### What you should do
The records sit below. Return every line in them that holds the word "Набір".

··· Information shown

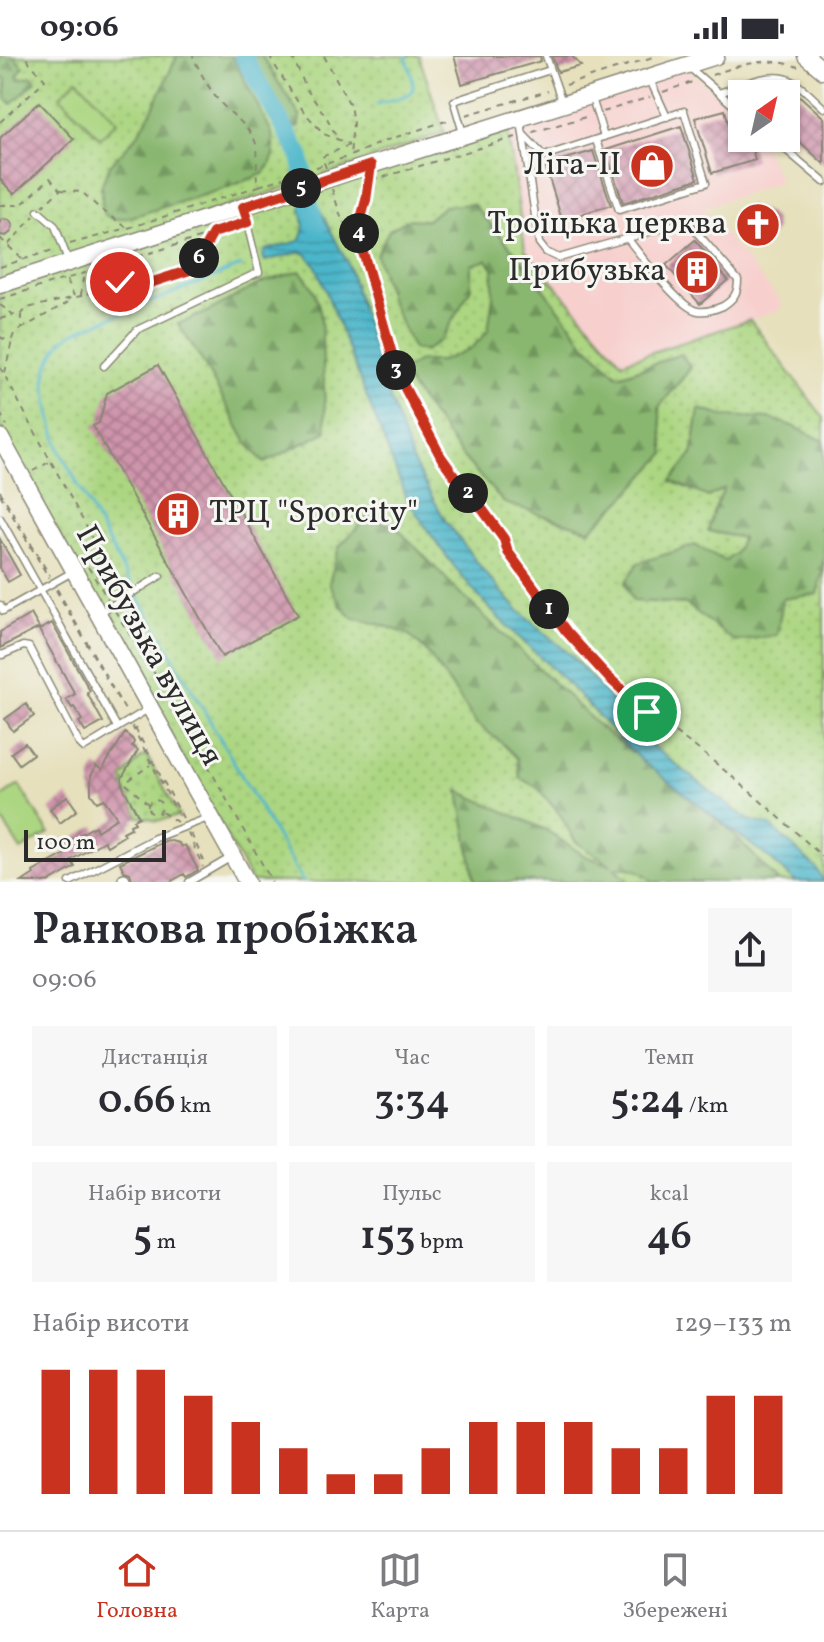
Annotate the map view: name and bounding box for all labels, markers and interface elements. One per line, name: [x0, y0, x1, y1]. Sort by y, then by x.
text: 09:06: [40, 7, 119, 49]
north arrow: [728, 80, 800, 152]
map controls: [728, 80, 800, 152]
shop icon: Ліга-II: [628, 142, 676, 190]
place label: Ліга-II: [524, 144, 621, 188]
pin: 5: [281, 168, 321, 208]
text: 5: [296, 172, 306, 203]
church icon: Троїцька церква: [734, 201, 782, 249]
place label: Троїцька церква: [487, 203, 727, 247]
pin: 4: [339, 213, 379, 253]
text: 4: [352, 217, 366, 248]
pin: 6: [179, 238, 219, 278]
text: 6: [193, 242, 205, 273]
pin: [86, 248, 154, 316]
building icon: Прибузька: [673, 248, 721, 296]
place label: Прибузька: [508, 250, 666, 294]
icon: check: [98, 260, 142, 304]
pin: 3: [376, 350, 416, 390]
text: 3: [390, 354, 402, 385]
pin: 2: [448, 473, 488, 513]
text: 2: [462, 477, 474, 508]
building icon: ТРЦ "Sporcity": [154, 490, 202, 538]
place label: ТРЦ "Sporcity": [209, 492, 418, 536]
street label: Прибузька вулиця: [64, 518, 232, 774]
pin: 1: [529, 589, 569, 629]
text: 1: [545, 593, 553, 624]
pin: [613, 678, 681, 746]
icon: arrive: [625, 690, 669, 734]
scale bar: [24, 826, 166, 862]
text: 100 m: [36, 828, 95, 859]
text: Ранкова пробіжка: [32, 901, 418, 962]
button: share: [708, 908, 792, 992]
text: 09:06: [32, 962, 97, 998]
text: Дистанція: [101, 1043, 208, 1074]
text: Час: [394, 1043, 430, 1074]
text: Темп: [645, 1043, 694, 1074]
text: 0.66: [98, 1074, 176, 1130]
text: 3:34: [374, 1074, 450, 1130]
text: 5:24: [610, 1074, 684, 1130]
text: km: [176, 1091, 211, 1122]
text: /km: [684, 1091, 728, 1122]
text: Набір висоти: [88, 1179, 221, 1210]
text: Пульс: [382, 1179, 442, 1210]
text: kcal: [650, 1179, 689, 1210]
text: 5: [133, 1210, 152, 1266]
text: 153: [360, 1210, 416, 1266]
text: 46: [647, 1210, 692, 1266]
text: m: [152, 1227, 176, 1258]
text: bpm: [416, 1227, 464, 1258]
text: Набір висоти: [32, 1306, 189, 1342]
text: 129–133 m: [674, 1306, 792, 1342]
tab: Головна: [96, 1548, 178, 1627]
tab: Карта: [370, 1548, 430, 1627]
tab: Збережені: [623, 1548, 728, 1627]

······

### Completed task
text: Набір висоти: [88, 1179, 221, 1210]
text: Набір висоти: [32, 1306, 189, 1342]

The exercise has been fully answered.